Position: President of the Republic of South Africa
Incumbent: Jacob Gedleyihlekisa Zuma
Date of birth: 12th April, 1942
Term: May 2009 to 2014, eligible for reelection to one more terms of five years. President is elected by the National Assembly.
Key Facts:
-- Zuma is seen as a populist and a cagey pragmatist who has walked a fine line in office to satisfy his left-leaning, organised-labor allies who helped him ascend to the country's top office as well as the business barons who power the continent's largest economy.
-- Zuma has resisted calls from his allies on the left to devalue the rand, nationalise mines and launch a drastic redistribution of wealth, while mostly keeping his hands off business, easing concerns in South African boardrooms and among investors.
-- National municipal elections in April are likely to expose the simmering tensions between Zuma's African National Congress (ANC) and its formal union and communist allies, and discontent at perennially poor public services could breath new life into smaller opposition parties.
-- Zuma was able to wrest control of the ANC in 2008 from then-President Thabo Mbeki. Zuma's own political career seemed to be nearing an end in 2005 when he was dismissed as deputy president after being charged with corruption. Zuma avoided a trial on a technicality and then faced renewed charges that were thrown out by a judge.
-- Zuma had a storied career in the ANC, which he joined in 1958. Four years later, he became a member of its armed wing, Umkhonto we Sizwe.
-- He was arrested in 1963 by the white minority rulers of the apartheid state and sent to Robben Island prison for 10 years. While there he learned about politics from imprisoned ANC leaders, including Nelson Mandela.
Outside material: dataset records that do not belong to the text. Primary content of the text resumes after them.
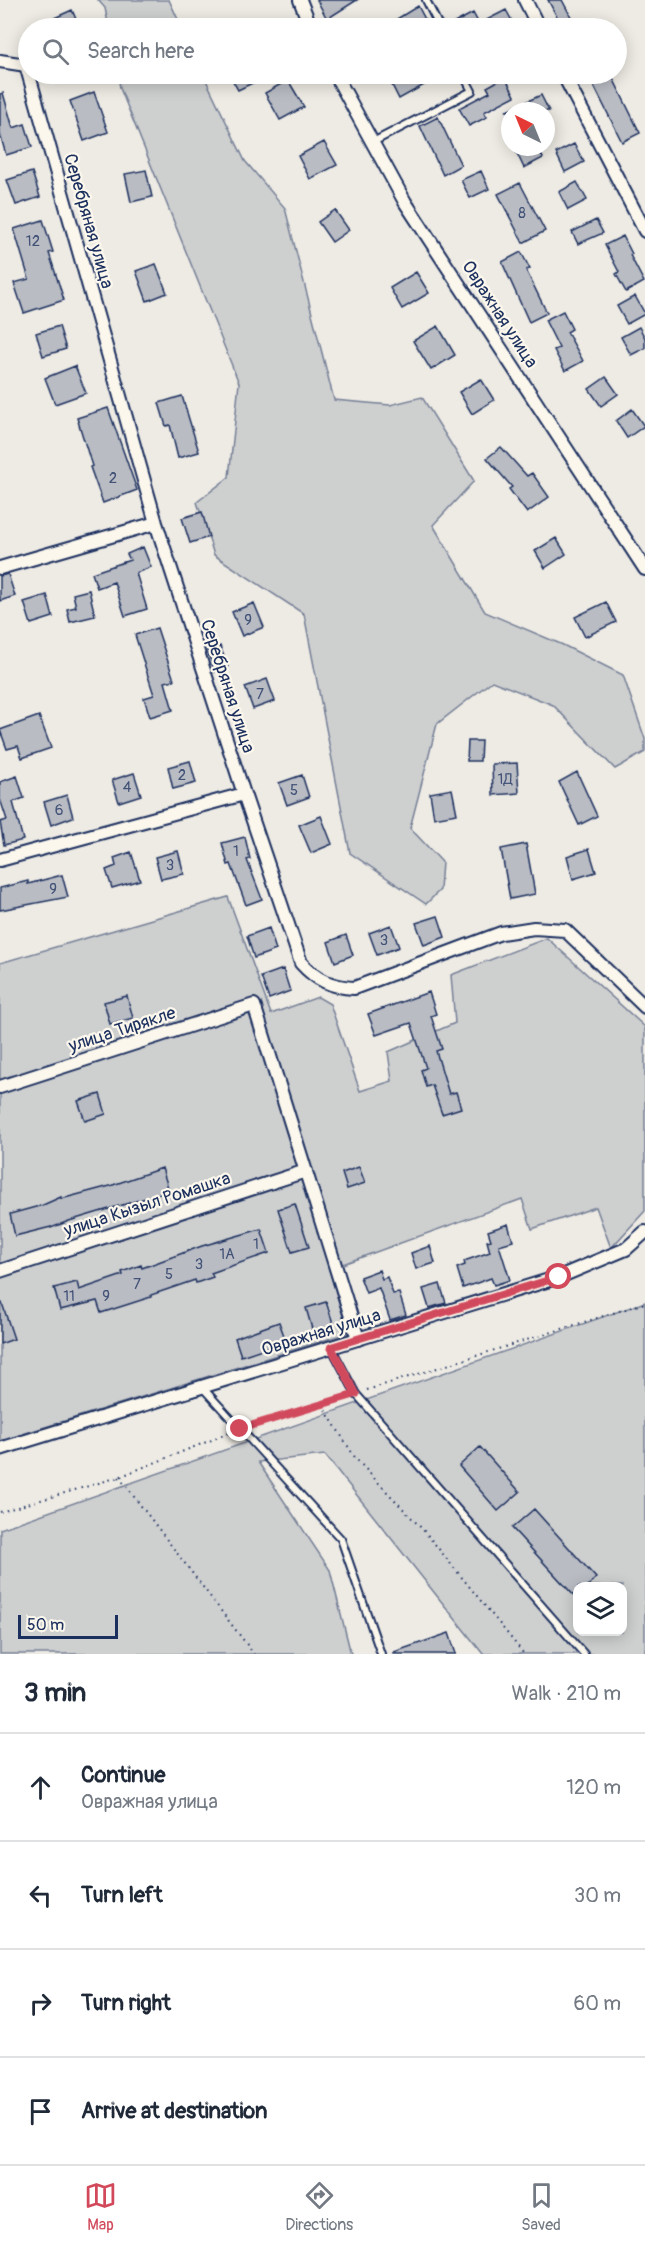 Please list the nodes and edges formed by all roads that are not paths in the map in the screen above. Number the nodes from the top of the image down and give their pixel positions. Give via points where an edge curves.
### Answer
1 (300, 0) edge
2 (426, 0) edge
3 (525, 0) edge
4 (307, 18) edge
5 (435, 18) edge
6 (534, 18) edge
7 (0, 61) edge
8 (18, 64) edge
9 (31, 84) edge
10 (341, 84) edge
11 (468, 84) edge
12 (568, 84) edge
13 (373, 142) junction
14 (645, 231) edge
15 (156, 523) junction
16 (0, 568) edge
17 (645, 569) edge
18 (244, 794) junction
19 (0, 860) edge
20 (645, 1007) edge
21 (0, 1087) edge
22 (306, 1171) junction
23 (645, 1232) edge
24 (0, 1270) edge
25 (358, 1339) junction
26 (331, 1347) junction
27 (202, 1387) junction
28 (0, 1449) edge
29 (381, 1654) edge
30 (584, 1654) edge

1 - 4 street
2 - 5 lane
3 - 6 street
7 - 8 street, Серебряная улица
9 - 15 street, Серебряная улица
10 - 13 street, Овражная улица
11 - 13 lane via 472,91
12 - 14 street
13 - 17 street, Овражная улица via 405,202
15 - 16 street
15 - 18 street, Серебряная улица
18 - 19 street
18 - 20 street, Серебряная улица via 301,963 325,982 339,988 354,988 501,933 534,928 565,930
21 - 22 street, улица Тирякле via 254,1005
22 - 24 street, улица Кызыл Ромашка
22 - 25 street
23 - 25 street, Овражная улица via 626,1249 559,1277
25 - 26 street, Овражная улица
26 - 27 street, Овражная улица
26 - 30 lane via 356,1394
27 - 28 street, Овражная улица
27 - 29 lane via 341,1539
After his release, Zuma joined ANC leaders in exile. By the end of the 1980s, he was the head of the ANC's Intelligence Department.
-- Zuma, a Zulu, helped broker peace in the early 1990s between the ANC and the Zulu-dominated Inkatha Freedom Party in his native KwaZulu-Natal province, where thousands of people were killed in the run-up to the country's first all-race elections in bloody fighting between the two political rivals.
-- Zuma has three wives and 20 children. South African law and Zulu culture allow a man to take more than one wife. His personal life is never far from the headlines. In February last year he was found to have fathered a child out of wedlock with the daughter of one of his friends.